*** Extracted data Section Begins ***

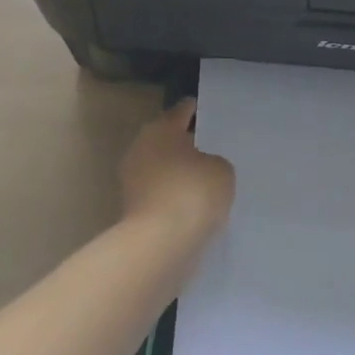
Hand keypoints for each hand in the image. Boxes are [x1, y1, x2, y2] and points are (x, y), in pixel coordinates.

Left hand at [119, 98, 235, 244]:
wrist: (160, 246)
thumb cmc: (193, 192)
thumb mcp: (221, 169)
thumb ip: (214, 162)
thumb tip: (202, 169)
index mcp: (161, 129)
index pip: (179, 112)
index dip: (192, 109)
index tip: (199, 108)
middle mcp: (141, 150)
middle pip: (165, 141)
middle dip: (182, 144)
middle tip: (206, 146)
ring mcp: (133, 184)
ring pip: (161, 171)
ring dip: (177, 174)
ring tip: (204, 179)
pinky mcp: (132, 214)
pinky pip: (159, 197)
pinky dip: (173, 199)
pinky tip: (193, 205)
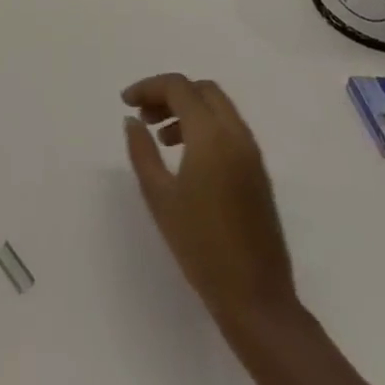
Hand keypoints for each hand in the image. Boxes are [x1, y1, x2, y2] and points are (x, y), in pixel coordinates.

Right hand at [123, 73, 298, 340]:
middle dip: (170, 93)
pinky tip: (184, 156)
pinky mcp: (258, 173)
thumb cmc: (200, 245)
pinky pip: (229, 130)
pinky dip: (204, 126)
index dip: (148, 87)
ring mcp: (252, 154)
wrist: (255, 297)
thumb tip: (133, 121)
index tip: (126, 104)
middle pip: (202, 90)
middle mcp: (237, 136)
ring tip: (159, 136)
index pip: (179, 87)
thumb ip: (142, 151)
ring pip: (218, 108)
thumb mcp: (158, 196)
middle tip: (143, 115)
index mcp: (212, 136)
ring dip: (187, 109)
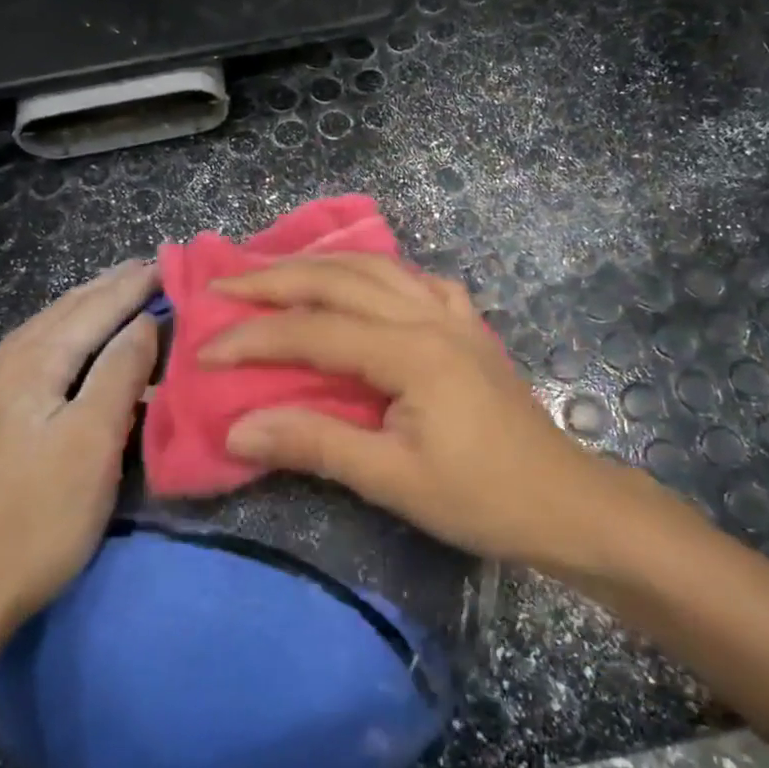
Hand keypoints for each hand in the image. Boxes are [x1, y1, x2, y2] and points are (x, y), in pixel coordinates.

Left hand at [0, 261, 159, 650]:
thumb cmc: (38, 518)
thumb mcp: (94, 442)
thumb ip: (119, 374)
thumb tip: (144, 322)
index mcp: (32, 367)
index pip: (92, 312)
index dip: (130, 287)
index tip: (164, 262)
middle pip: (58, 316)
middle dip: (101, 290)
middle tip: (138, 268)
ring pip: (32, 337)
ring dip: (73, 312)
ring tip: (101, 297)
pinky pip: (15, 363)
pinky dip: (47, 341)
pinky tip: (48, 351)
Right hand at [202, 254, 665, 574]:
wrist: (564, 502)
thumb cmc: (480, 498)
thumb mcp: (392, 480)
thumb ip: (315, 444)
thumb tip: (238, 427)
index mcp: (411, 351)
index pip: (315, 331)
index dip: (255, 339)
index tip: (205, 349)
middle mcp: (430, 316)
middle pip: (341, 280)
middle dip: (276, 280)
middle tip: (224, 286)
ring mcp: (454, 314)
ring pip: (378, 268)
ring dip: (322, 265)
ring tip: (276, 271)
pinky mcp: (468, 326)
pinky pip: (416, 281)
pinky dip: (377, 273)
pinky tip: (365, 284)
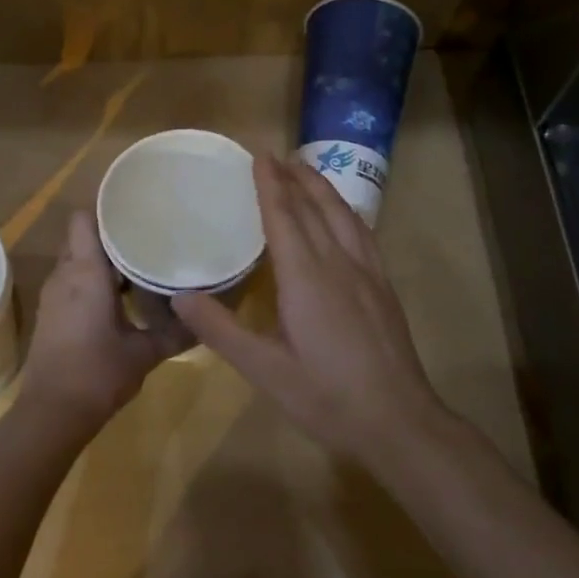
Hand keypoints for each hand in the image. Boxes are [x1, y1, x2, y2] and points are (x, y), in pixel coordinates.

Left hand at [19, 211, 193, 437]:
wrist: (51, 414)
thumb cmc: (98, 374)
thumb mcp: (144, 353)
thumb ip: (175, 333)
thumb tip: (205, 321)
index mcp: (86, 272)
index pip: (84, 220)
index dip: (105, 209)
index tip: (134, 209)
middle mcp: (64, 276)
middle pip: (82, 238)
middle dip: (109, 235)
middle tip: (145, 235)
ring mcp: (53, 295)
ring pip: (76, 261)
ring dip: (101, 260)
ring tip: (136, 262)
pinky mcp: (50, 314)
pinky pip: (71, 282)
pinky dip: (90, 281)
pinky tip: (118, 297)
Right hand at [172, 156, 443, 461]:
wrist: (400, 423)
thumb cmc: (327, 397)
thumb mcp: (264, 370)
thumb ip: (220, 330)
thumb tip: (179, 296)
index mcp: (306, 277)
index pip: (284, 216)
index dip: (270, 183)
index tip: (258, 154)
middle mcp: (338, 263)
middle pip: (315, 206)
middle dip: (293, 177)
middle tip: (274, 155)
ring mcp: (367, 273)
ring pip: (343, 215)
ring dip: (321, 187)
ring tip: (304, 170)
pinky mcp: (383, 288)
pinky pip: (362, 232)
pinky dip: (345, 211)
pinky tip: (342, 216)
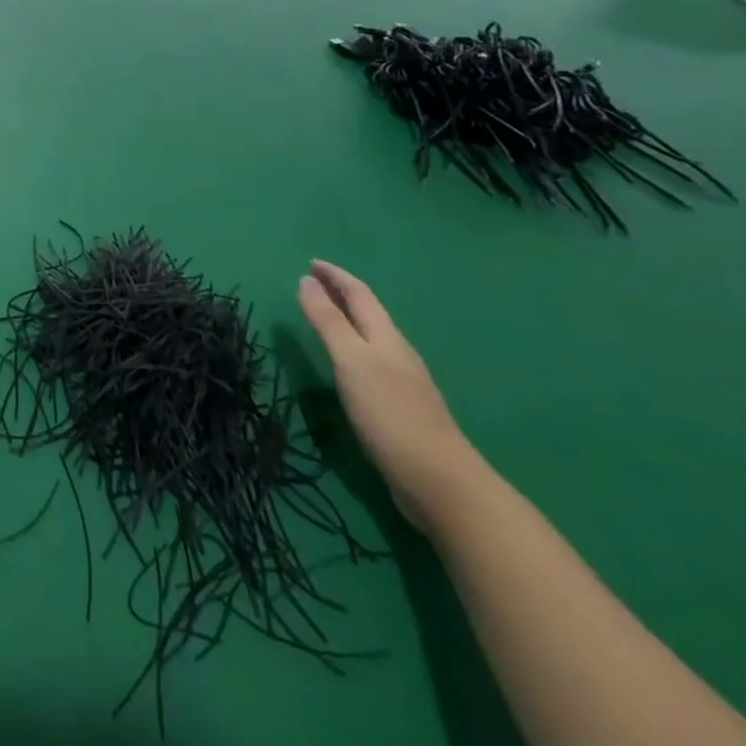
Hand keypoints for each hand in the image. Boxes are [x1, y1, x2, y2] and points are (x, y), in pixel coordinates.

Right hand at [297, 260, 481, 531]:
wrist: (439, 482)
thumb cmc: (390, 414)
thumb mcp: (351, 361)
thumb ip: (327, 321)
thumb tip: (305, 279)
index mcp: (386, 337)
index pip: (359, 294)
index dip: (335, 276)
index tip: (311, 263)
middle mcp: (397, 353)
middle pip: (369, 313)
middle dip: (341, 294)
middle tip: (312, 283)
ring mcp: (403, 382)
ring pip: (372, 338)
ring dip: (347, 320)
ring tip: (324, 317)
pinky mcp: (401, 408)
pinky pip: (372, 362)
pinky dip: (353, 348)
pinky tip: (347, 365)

*** Extracted data Section Ends ***

## Task prompt
Exactly and only the lines from the line containing "middle mcp: (397, 353)" through the last line of the entries should be copied, both ends included.

## Result for this exercise
middle mcp: (397, 353)
middle pip: (369, 313)
middle dip: (341, 294)
middle tip: (312, 283)
ring mcp: (403, 382)
ring pip: (372, 338)
ring dip: (347, 320)
ring tip: (324, 317)
pinky mcp: (401, 408)
pinky pip: (372, 362)
pinky dip: (353, 348)
pinky tip: (347, 365)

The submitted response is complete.